Mauricio Cruz

Personal information
- Full name: Mauricio Antonio Cruz Jiron
- Date of birth: March 11, 1957 (age 68)
- Place of birth: Nicaragua
- Height: 1.70 m (5 ft 7 in)
- Position: Striker

Senior career*
- Years: Team / Apps / (Gls)
- 1973–1982: Diriangén FC /  / (170)
- 1980–1981: Chicago Horizons (Indoor) / 24 / (7)
- 1983: Universidad
- 1984–1992: Diriangén FC

International career
- 1973–1992: Nicaragua

Managerial career
- 1993–2001: Nicaragua
- 1992–2006: Diriangén
- 2008: Nicaragua
- 2008–2010: Diriangén
- 2017–2019: Diriangen
- 2021–2022: Deportivo Walter Ferretti

= Mauricio Cruz =

Nicaraguan footballer (born 1957)

Mauricio Antonio Cruz Jiron (born 11 March 1957) is a former Nicaraguan footballer who currently coaches CD Walter Ferretti in the Primera División de Nicaragua.

==Club career==
During his career he played for Diriangén and Honduran outfit Universidad.

==International career==
Cruz made his debut for Nicaragua in the 1970s and represented his country in 2 FIFA World Cup qualification matches, both in 1992 versus El Salvador.

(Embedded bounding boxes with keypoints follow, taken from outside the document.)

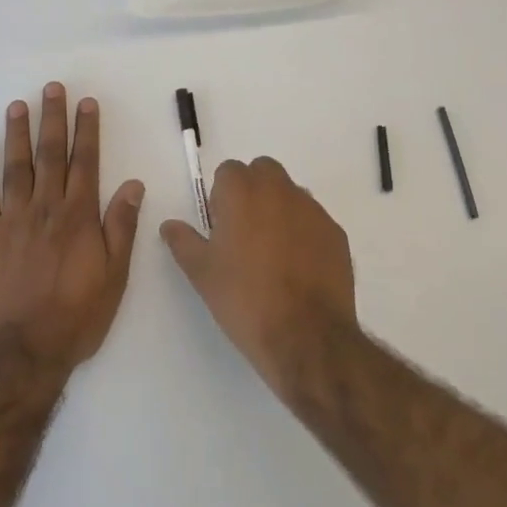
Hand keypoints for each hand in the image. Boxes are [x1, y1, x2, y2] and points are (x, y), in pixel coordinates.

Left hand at [0, 83, 145, 367]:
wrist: (22, 351)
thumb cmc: (76, 317)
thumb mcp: (115, 277)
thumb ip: (121, 227)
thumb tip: (133, 184)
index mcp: (79, 217)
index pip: (85, 163)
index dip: (86, 131)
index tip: (86, 103)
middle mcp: (45, 209)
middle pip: (49, 155)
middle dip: (52, 119)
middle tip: (52, 88)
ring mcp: (11, 221)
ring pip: (15, 167)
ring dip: (17, 133)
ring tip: (18, 105)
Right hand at [160, 156, 357, 388]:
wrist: (306, 336)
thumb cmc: (244, 299)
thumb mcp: (202, 273)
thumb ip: (183, 241)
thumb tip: (170, 225)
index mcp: (242, 192)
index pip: (229, 170)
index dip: (221, 194)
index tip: (220, 225)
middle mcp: (280, 190)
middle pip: (263, 171)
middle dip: (253, 190)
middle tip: (244, 231)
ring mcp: (313, 210)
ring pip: (291, 193)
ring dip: (279, 209)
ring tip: (273, 253)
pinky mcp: (336, 232)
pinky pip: (314, 220)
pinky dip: (304, 232)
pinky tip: (298, 268)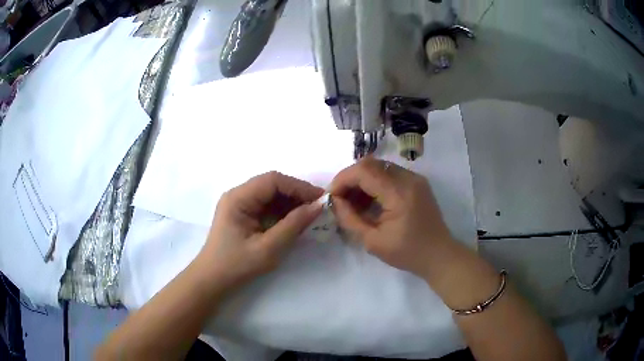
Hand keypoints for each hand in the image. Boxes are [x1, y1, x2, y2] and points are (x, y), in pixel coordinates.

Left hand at [195, 171, 323, 288]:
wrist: (213, 280)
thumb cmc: (237, 265)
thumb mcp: (268, 248)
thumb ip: (293, 225)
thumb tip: (318, 206)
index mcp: (238, 198)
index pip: (272, 180)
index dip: (298, 186)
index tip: (320, 199)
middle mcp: (238, 195)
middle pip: (272, 184)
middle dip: (296, 193)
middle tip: (318, 207)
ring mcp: (240, 204)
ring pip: (271, 194)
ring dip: (291, 202)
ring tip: (310, 214)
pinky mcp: (244, 214)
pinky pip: (267, 206)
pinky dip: (283, 211)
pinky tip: (295, 220)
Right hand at [330, 157, 452, 276]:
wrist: (439, 255)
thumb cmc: (407, 253)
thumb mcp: (373, 241)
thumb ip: (350, 219)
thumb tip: (335, 201)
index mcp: (399, 193)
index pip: (364, 171)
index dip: (343, 179)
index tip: (332, 196)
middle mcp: (408, 178)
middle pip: (371, 164)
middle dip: (350, 178)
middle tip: (341, 199)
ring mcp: (415, 178)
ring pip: (379, 167)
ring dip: (362, 180)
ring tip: (354, 202)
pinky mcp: (417, 182)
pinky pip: (390, 173)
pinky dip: (375, 182)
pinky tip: (370, 201)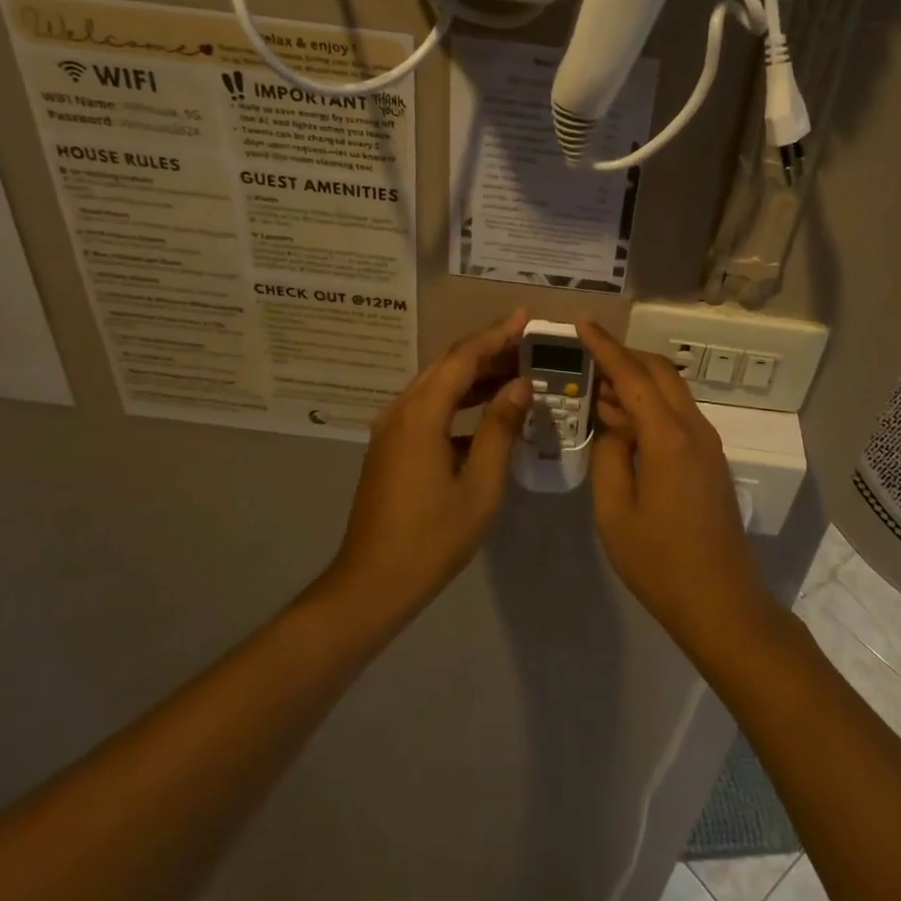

Cruz represented Nicaragua at the 1975 Pan American Games.

His final international was a July 1992 FIFA World Cup qualification match against El Salvador.

==Managerial career==
He has been national team manager during 1998 and 2002 FIFA World Cup qualification matches and again during a short 2010 FIFA World Cup qualification spell in 2008. Cruz took charge of Diriangén again in summer 2008 after he had left them in 2006.

==Personal life==
He has a brother named Donaldo Jiron.